Certain terms not defined above are
defined in the sections below.
ARTICLE
II. PURCHASE AND SALE OF THE ASSETS; ASSUMPTION OF
LIABILITIES
SECTION
2.1 The Acquired
Assets.
(a) Upon
the terms and subject to the conditions set forth in this Agreement, on the
Closing Date, each of the Funds shall Transfer to the Buyer good and marketable
title in and to all, and not less than all, of the Acquired Assets of each of
the Funds, as the same shall exist as at the Closing Date.
(b) On
the Closing Date, Stillwater shall cause each of the Funds to execute and
deliver to the Buyer one or more bills of sale, assignments, stock powers and
other documents and instruments as shall be legally required, necessary or
advisable to effect the Transfer of all of the Acquired Assets (collectively,
the “Asset Transfer
Instruments”).
SECTION
2.2 Registration of Acquired
Assets.
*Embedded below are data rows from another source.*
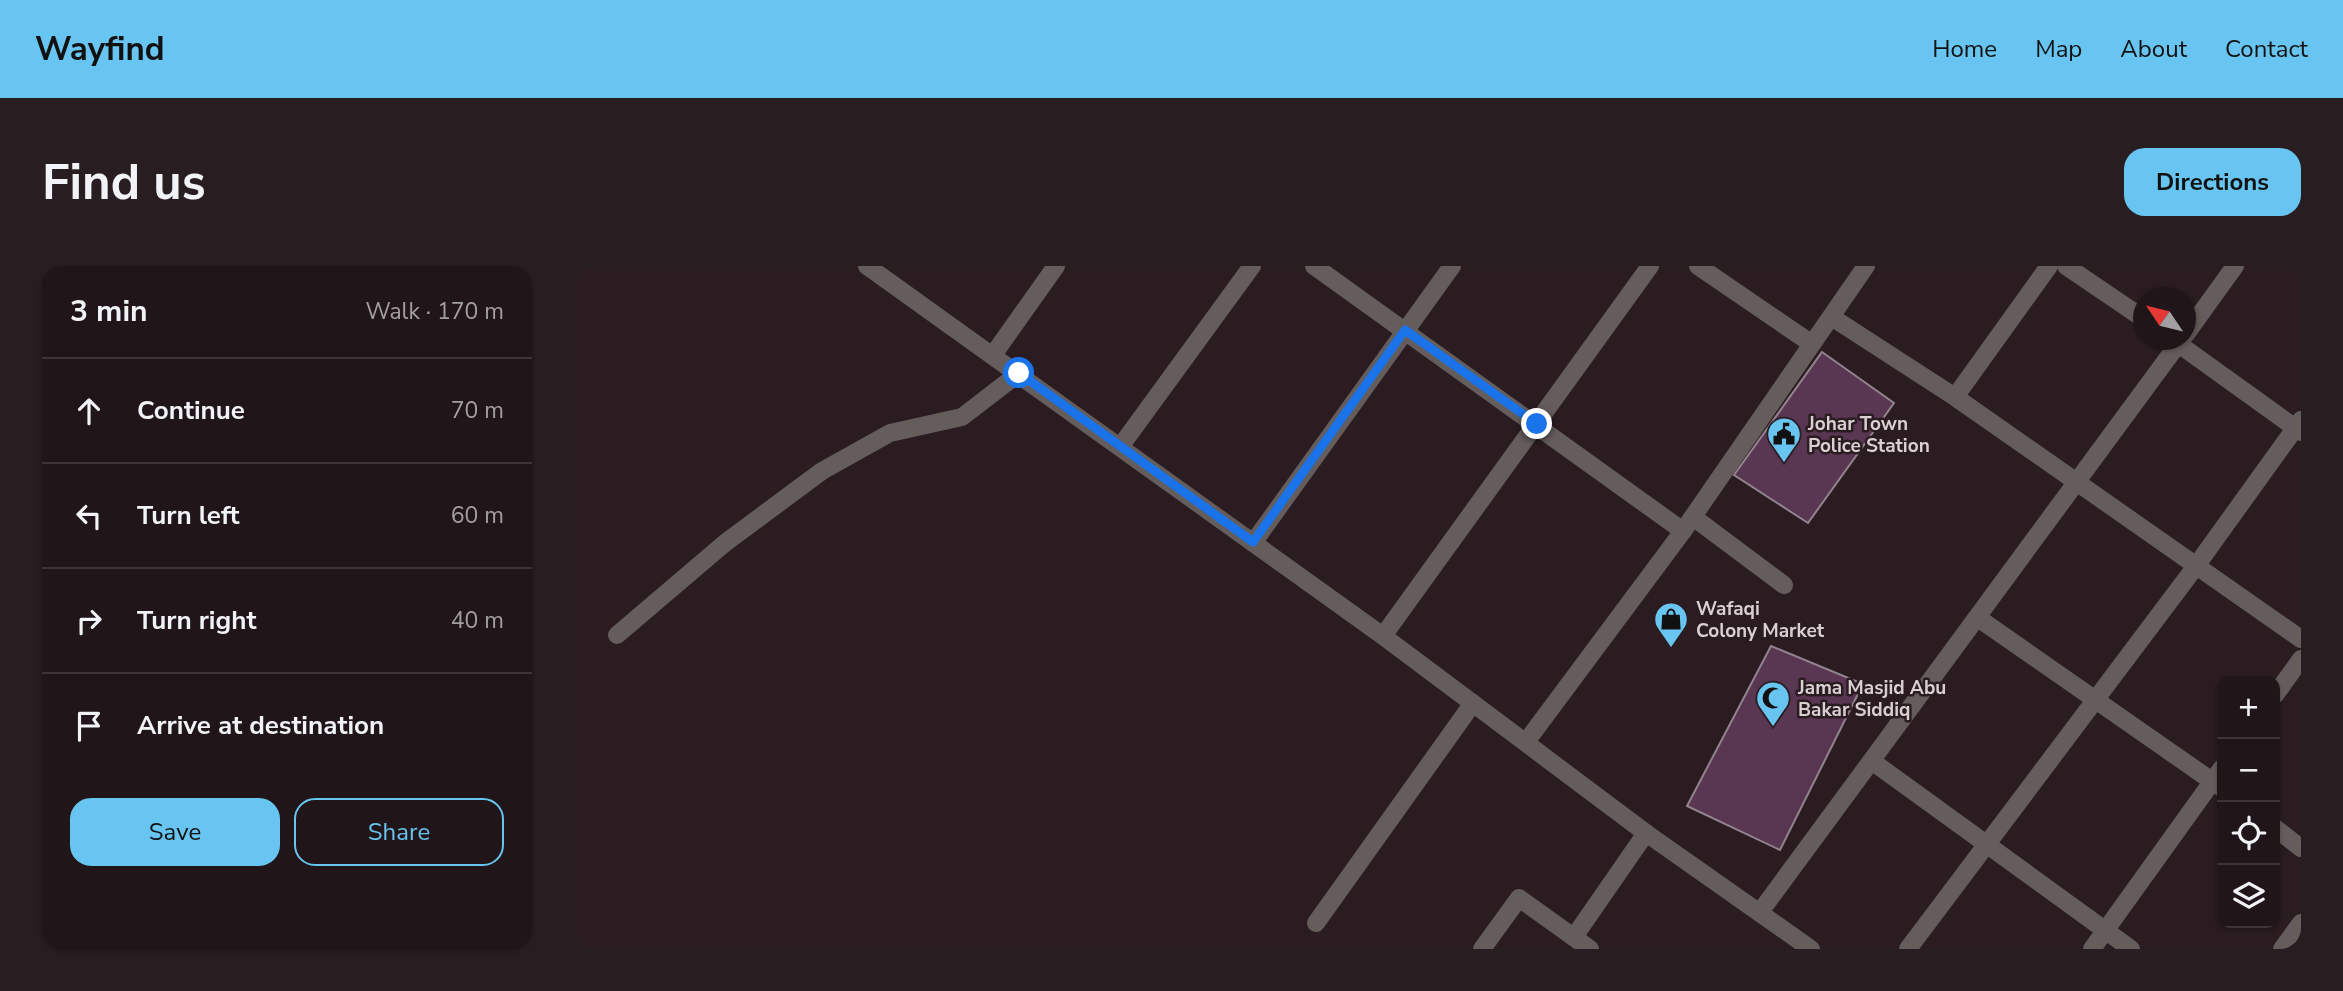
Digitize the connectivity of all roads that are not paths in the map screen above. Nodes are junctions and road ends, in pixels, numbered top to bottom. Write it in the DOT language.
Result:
graph roads {
  1 [pos="867,266"];
  2 [pos="1056,266"];
  3 [pos="1252,266"];
  4 [pos="1314,266"];
  5 [pos="1452,266"];
  6 [pos="1650,266"];
  7 [pos="1698,266"];
  8 [pos="1866,266"];
  9 [pos="2049,266"];
  10 [pos="2066,266"];
  11 [pos="2235,266"];
  12 [pos="2133,312"];
  13 [pos="1833,318"];
  14 [pos="2196,318"];
  15 [pos="1405,330"];
  16 [pos="1812,344"];
  17 [pos="2172,350"];
  18 [pos="2195,350"];
  19 [pos="993,355"];
  20 [pos="1019,373"];
  21 [pos="1955,397"];
  22 [pos="1537,424"];
  23 [pos="2299,427"];
  24 [pos="1120,447"];
  25 [pos="2077,483"];
  26 [pos="1688,524"];
  27 [pos="1253,542"];
  28 [pos="2196,566"];
  29 [pos="1784,584"];
  30 [pos="1978,618"];
  31 [pos="617,635"];
  32 [pos="1383,636"];
  33 [pos="2301,639"];
  34 [pos="2301,659"];
  35 [pos="2280,688"];
  36 [pos="2094,700"];
  37 [pos="1473,703"];
  38 [pos="1526,742"];
  39 [pos="1873,762"];
  40 [pos="2217,778"];
  41 [pos="2217,782"];
  42 [pos="2280,832"];
  43 [pos="1646,833"];
  44 [pos="1987,844"];
  45 [pos="2301,848"];
  46 [pos="1760,912"];
  47 [pos="1316,923"];
  48 [pos="2301,923"];
  49 [pos="2105,930"];
  50 [pos="1574,937"];
  51 [pos="1482,949"];
  52 [pos="1590,949"];
  53 [pos="1811,949"];
  54 [pos="1908,949"];
  55 [pos="2092,949"];
  56 [pos="2131,949"];
  57 [pos="2282,949"];
  1 -- 19 [label="street"];
  2 -- 19 [label="street"];
  3 -- 24 [label="street"];
  4 -- 15 [label="street"];
  5 -- 15 [label="street"];
  6 -- 22 [label="street"];
  7 -- 16 [label="street"];
  8 -- 13 [label="street"];
  9 -- 21 [label="street"];
  10 -- 12 [label="street"];
  11 -- 14 [label="street"];
  13 -- 16 [label="street"];
  13 -- 21 [label="street"];
  15 -- 22 [label="street"];
  15 -- 27 [label="street"];
  16 -- 26 [label="street"];
  17 -- 25 [label="street"];
  18 -- 23 [label="street"];
  19 -- 20 [label="street"];
  20 -- 24 [label="street"];
  20 -- 31 [label="street"];
  21 -- 25 [label="street"];
  22 -- 26 [label="street"];
  22 -- 32 [label="street"];
  23 -- 28 [label="street"];
  24 -- 27 [label="street"];
  25 -- 28 [label="street"];
  25 -- 30 [label="street"];
  26 -- 29 [label="street"];
  26 -- 38 [label="street"];
  27 -- 32 [label="street"];
  28 -- 33 [label="street"];
  28 -- 36 [label="street"];
  30 -- 36 [label="street"];
  30 -- 39 [label="street"];
  32 -- 37 [label="street"];
  34 -- 35 [label="street"];
  36 -- 40 [label="street"];
  36 -- 44 [label="street"];
  37 -- 38 [label="street"];
  37 -- 47 [label="street"];
  38 -- 43 [label="street"];
  39 -- 44 [label="street"];
  39 -- 46 [label="street"];
  41 -- 49 [label="street"];
  42 -- 45 [label="street"];
  43 -- 46 [label="street"];
  43 -- 50 [label="street"];
  44 -- 49 [label="street"];
  44 -- 54 [label="street"];
  46 -- 53 [label="street"];
  48 -- 57 [label="street"];
  49 -- 55 [label="street"];
  49 -- 56 [label="street"];
  50 -- 51 [label="street"];
  50 -- 52 [label="street"];
}
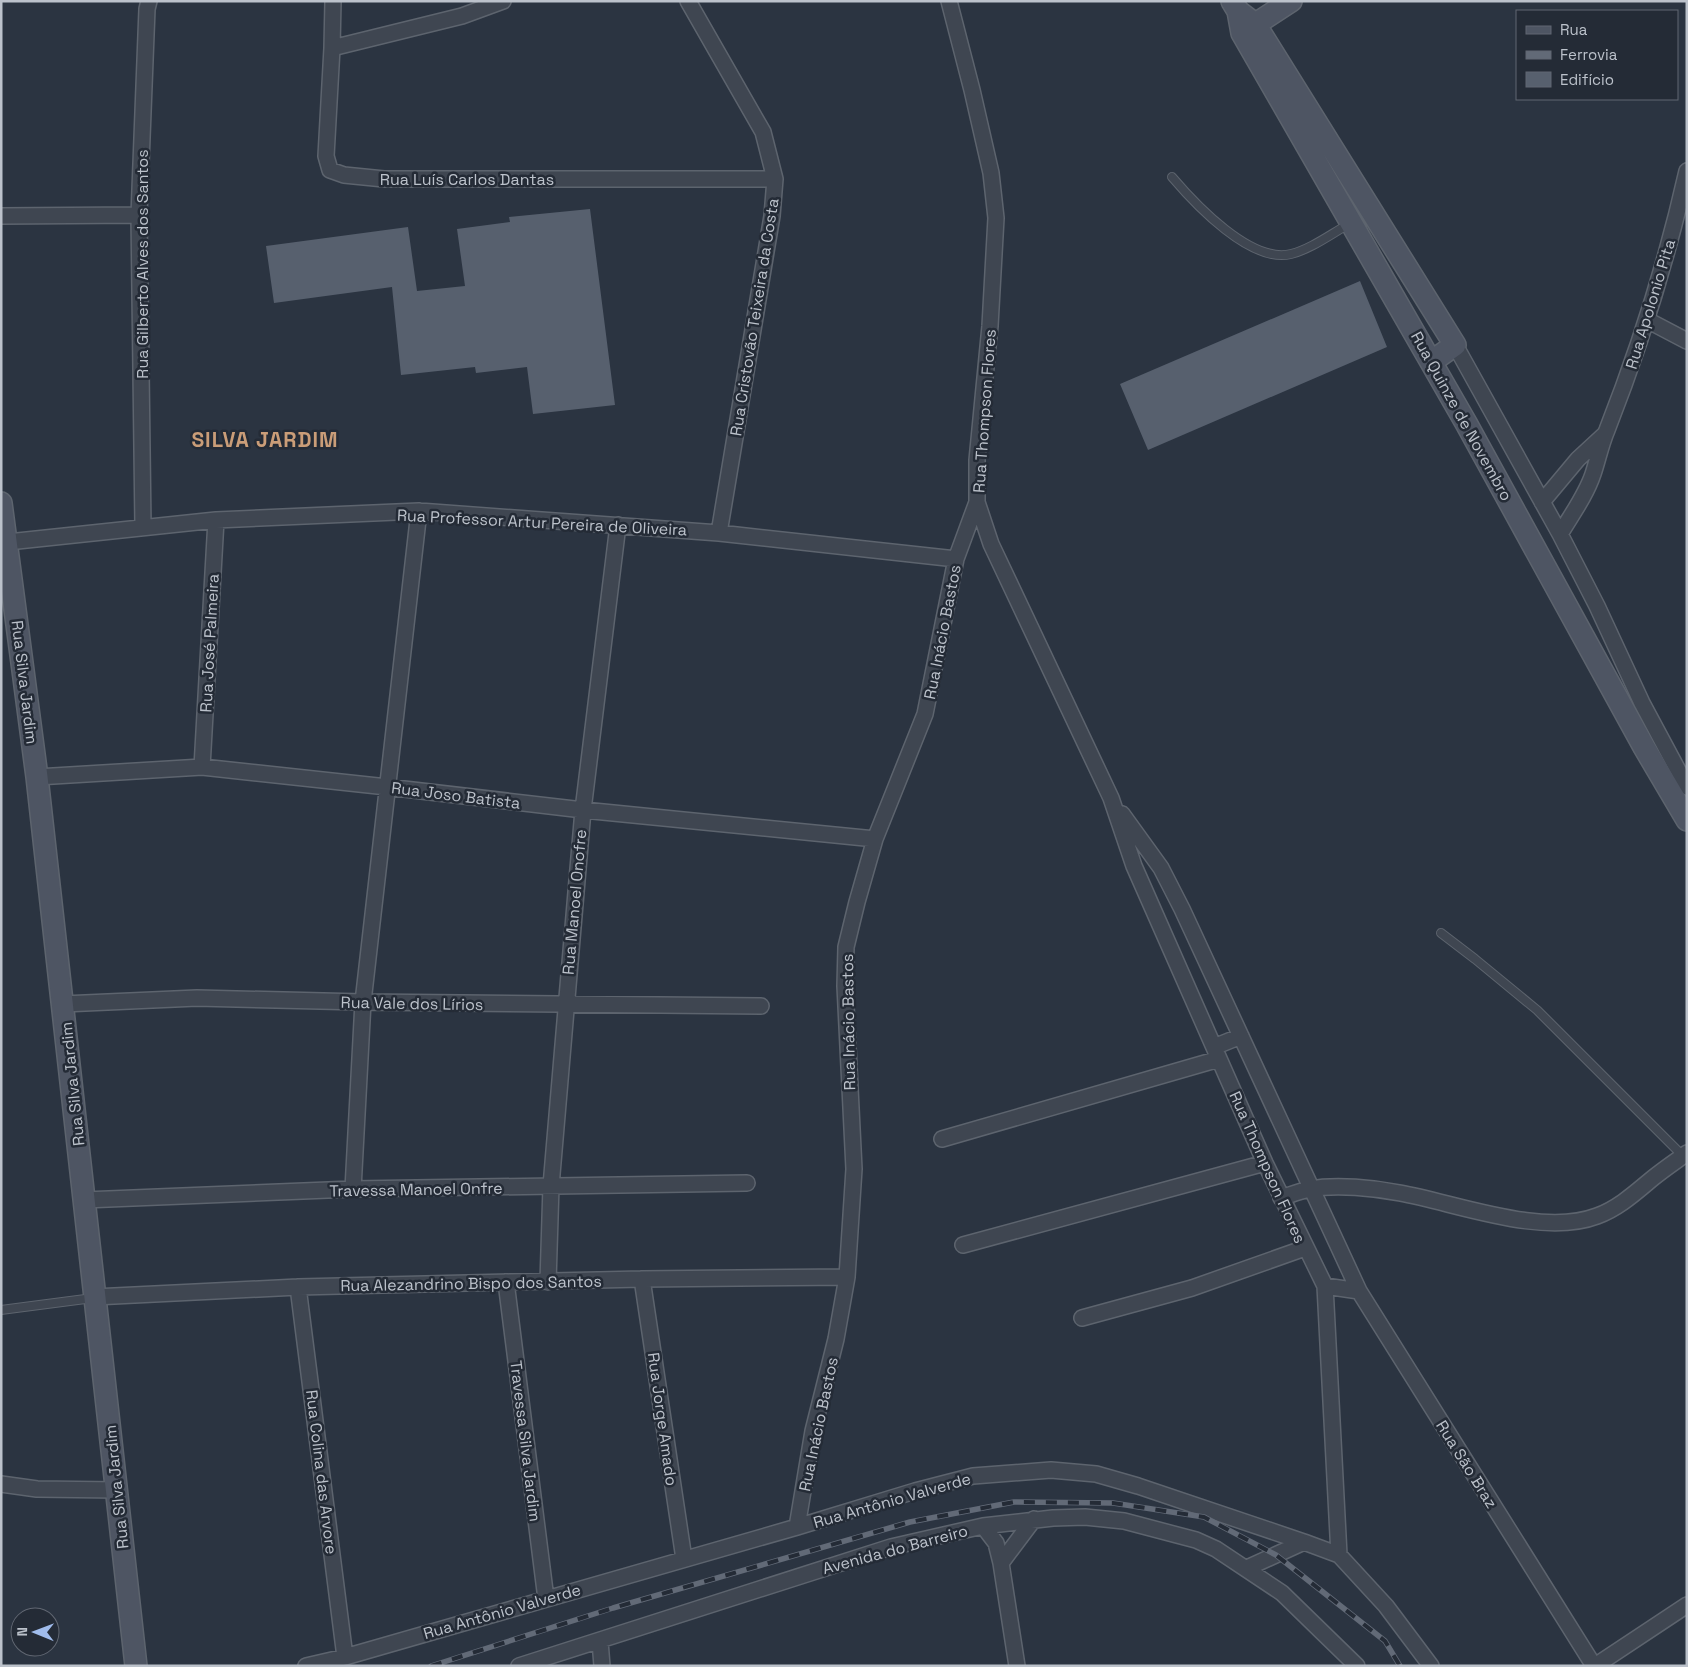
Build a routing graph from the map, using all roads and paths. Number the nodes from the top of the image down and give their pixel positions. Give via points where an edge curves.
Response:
1 (149, 1) edge
2 (333, 1) edge
3 (503, 1) edge
4 (688, 1) edge
5 (949, 1) edge
6 (1291, 1) edge
7 (1235, 6) edge
8 (1249, 28) junction
9 (332, 48) junction
10 (1687, 171) edge
11 (1172, 177) dead end
12 (775, 179) junction
13 (1, 216) edge
14 (140, 216) junction
15 (1352, 222) junction
16 (1403, 261) junction
17 (1382, 275) junction
18 (1647, 320) junction
19 (1687, 341) edge
20 (1455, 345) junction
21 (1432, 362) junction
22 (1605, 434) junction
23 (977, 502) junction
24 (1542, 502) junction
25 (1, 503) edge
26 (419, 511) junction
27 (216, 520) junction
28 (618, 525) junction
29 (143, 527) junction
30 (719, 533) junction
31 (1560, 534) junction
32 (8, 542) junction
33 (956, 560) junction
34 (202, 767) junction
35 (37, 777) junction
36 (387, 787) junction
37 (1687, 787) edge
38 (1110, 798) junction
39 (583, 810) junction
40 (1687, 820) edge
41 (875, 839) junction
42 (1440, 933) dead end
43 (363, 1002) junction
44 (63, 1004) junction
45 (565, 1004) junction
46 (761, 1006) dead end
47 (1241, 1036) junction
48 (1216, 1053) junction
49 (942, 1139) dead end
50 (1685, 1154) edge
51 (1265, 1163) junction
52 (747, 1183) dead end
53 (551, 1186) junction
54 (353, 1189) junction
55 (1311, 1189) junction
56 (1281, 1198) junction
57 (84, 1200) junction
58 (963, 1245) dead end
59 (1305, 1248) junction
60 (848, 1277) junction
61 (642, 1279) junction
62 (506, 1282) junction
63 (548, 1282) junction
64 (1324, 1286) junction
65 (298, 1287) junction
66 (1359, 1291) junction
67 (94, 1297) junction
68 (1, 1310) edge
69 (1082, 1318) dead end
70 (1, 1484) edge
71 (117, 1490) junction
72 (1034, 1519) junction
73 (983, 1526) junction
74 (797, 1527) junction
75 (1304, 1542) junction
76 (1339, 1555) junction
77 (684, 1559) junction
78 (1001, 1563) junction
79 (1247, 1568) junction
80 (546, 1599) junction
81 (1687, 1605) edge
82 (600, 1641) junction
83 (345, 1656) junction
84 (136, 1666) edge
85 (306, 1666) edge
86 (519, 1666) edge
87 (602, 1666) edge
88 (1017, 1666) edge
89 (1357, 1666) edge
90 (1431, 1666) edge
91 (1594, 1666) edge

1 - 14 street, Rua Gilberto Alves dos Santos
2 - 9 street, Rua Luís Carlos Dantas
3 - 9 street via 462,16
4 - 12 street, Rua Cristovão Teixeira da Costa via 763,132
5 - 23 street, Rua Thompson Flores via 991,173 996,218
6 - 8 main road
7 - 8 main road, Rua Quinze de Novembro
8 - 15 main road, Rua Quinze de Novembro
8 - 16 main road, Rua Quinze de Novembro
9 - 12 street, Rua Luís Carlos Dantas via 326,156 330,170 344,175 384,179
10 - 18 street, Rua Apolonio Pita
11 - 15 lane via 1206,214 1249,245 1280,256 1307,248
12 - 30 street, Rua Cristovão Teixeira da Costa via 772,216
13 - 14 street
14 - 29 street, Rua Gilberto Alves dos Santos
15 - 17 main road, Rua Quinze de Novembro
16 - 17 main road
16 - 20 main road, Rua Quinze de Novembro
17 - 21 main road, Rua Quinze de Novembro
18 - 19 street
18 - 22 street, Rua Apolonio Pita
20 - 21 main road
20 - 24 street
21 - 40 main road, Rua Quinze de Novembro
22 - 24 street, Rua Apolonio Pita via 1578,459
22 - 31 street, Rua Apolonio Pita via 1593,475
23 - 33 street, Rua Inácio Bastos
23 - 38 street, Rua Thompson Flores via 991,544
24 - 31 street
25 - 32 main road, Rua Silva Jardim
26 - 27 street, Rua Professor Artur Pereira de Oliveira
26 - 28 street, Rua Professor Artur Pereira de Oliveira
26 - 36 street
27 - 29 street, Rua Professor Artur Pereira de Oliveira
27 - 34 street, Rua José Palmeira
28 - 30 street, Rua Professor Artur Pereira de Oliveira
28 - 39 street, Rua Manoel Onofre
29 - 32 street, Rua Professor Artur Pereira de Oliveira
30 - 33 street, Rua Professor Artur Pereira de Oliveira
31 - 37 street via 1646,711
32 - 35 main road, Rua Silva Jardim
33 - 41 street, Rua Inácio Bastos via 925,714
34 - 35 street, Rua Joso Batista
34 - 36 street, Rua Joso Batista
35 - 44 main road, Rua Silva Jardim
36 - 39 street, Rua Joso Batista
36 - 43 street
38 - 47 street, Rua Thompson Flores via 1161,868
38 - 48 street, Rua Thompson Flores via 1134,866
39 - 41 street, Rua Joso Batista
39 - 45 street, Rua Manoel Onofre
41 - 60 street, Rua Inácio Bastos via 846,947 854,1169
42 - 50 lane via 1537,1010
43 - 44 street, Rua Vale dos Lírios via 197,998
43 - 45 street, Rua Vale dos Lírios
43 - 54 street
44 - 57 main road, Rua Silva Jardim
45 - 46 street, Rua Vale dos Lírios
45 - 53 street, Rua Manoel Onofre
47 - 48 street
47 - 55 street, Rua Thompson Flores
48 - 49 street
48 - 51 street, Rua Thompson Flores
50 - 55 street via 1612,1209 1597,1216 1559,1222 1516,1218 1373,1189
51 - 56 street, Rua Thompson Flores
51 - 58 street
52 - 53 street, Travessa Manoel Onfre
53 - 54 street, Travessa Manoel Onfre
53 - 63 street, Rua Manoel Onofre
54 - 57 street, Travessa Manoel Onfre
55 - 56 street
55 - 66 street, Rua Thompson Flores
56 - 59 street, Rua Thompson Flores
57 - 67 main road, Rua Silva Jardim
59 - 64 street, Rua Thompson Flores
59 - 69 street via 1192,1288
60 - 61 street, Rua Alezandrino Bispo dos Santos
60 - 74 street, Rua Inácio Bastos via 813,1432
61 - 63 street, Rua Alezandrino Bispo dos Santos
61 - 77 street, Rua Jorge Amado
62 - 63 street, Rua Alezandrino Bispo dos Santos
62 - 65 street, Rua Alezandrino Bispo dos Santos
62 - 80 street, Travessa Silva Jardim
64 - 66 street
64 - 76 street, Rua Thompson Flores
65 - 67 street, Rua Alezandrino Bispo dos Santos
65 - 83 street, Rua Colina das Arvore
66 - 91 street, Rua São Braz
67 - 68 lane
67 - 71 main road, Rua Silva Jardim
70 - 71 street via 37,1489
71 - 84 main road, Rua Silva Jardim
72 - 73 street, Avenida do Barreiro
72 - 78 street
72 - 79 street, Avenida do Barreiro via 1085,1517 1124,1521 1196,1540
73 - 78 street via 996,1543
73 - 82 street, Avenida do Barreiro via 891,1547
74 - 75 street, Rua Antônio Valverde via 974,1476 1052,1470 1096,1474
74 - 77 street, Rua Antônio Valverde
75 - 76 street, Rua Antônio Valverde
75 - 79 street
76 - 90 street, Rua Antônio Valverde via 1386,1606
77 - 80 street, Rua Antônio Valverde
78 - 88 street
79 - 89 street, Avenida do Barreiro via 1282,1593
80 - 83 street, Rua Antônio Valverde
81 - 91 street
82 - 86 street, Avenida do Barreiro
82 - 87 street
83 - 85 street, Rua Antônio Valverde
Subject to the
provisions of this Agreement, as soon as practicable on or after the Closing
Date, the Parties shall cause to be filed with any Governmental Authority in any
jurisdiction, all necessary Transfer instruments and other documents as shall be
legally required, necessary or advisable to register good and marketable title
in and to the Acquired Assets to and in the name of the Buyer.
SECTION
2.3 Assumption of
Liabilities.
(a) Upon
the terms and subject to the conditions set forth in this Agreement, on the
Closing Date, the Buyer shall assume all, and not less than all, of the
Liabilities of each of the Funds, as the same shall exist as at the Closing
Date.
(b) On
the Closing Date, ASSAC shall cause the Buyer to execute and deliver to the
applicable Funds one or more assumption agreements or other undertakings,
documents and instruments as shall be legally required, necessary or advisable
to effect the Transfer of all of the Liabilities to the Buyer (collectively, the
“Liability Assumption
Instruments”).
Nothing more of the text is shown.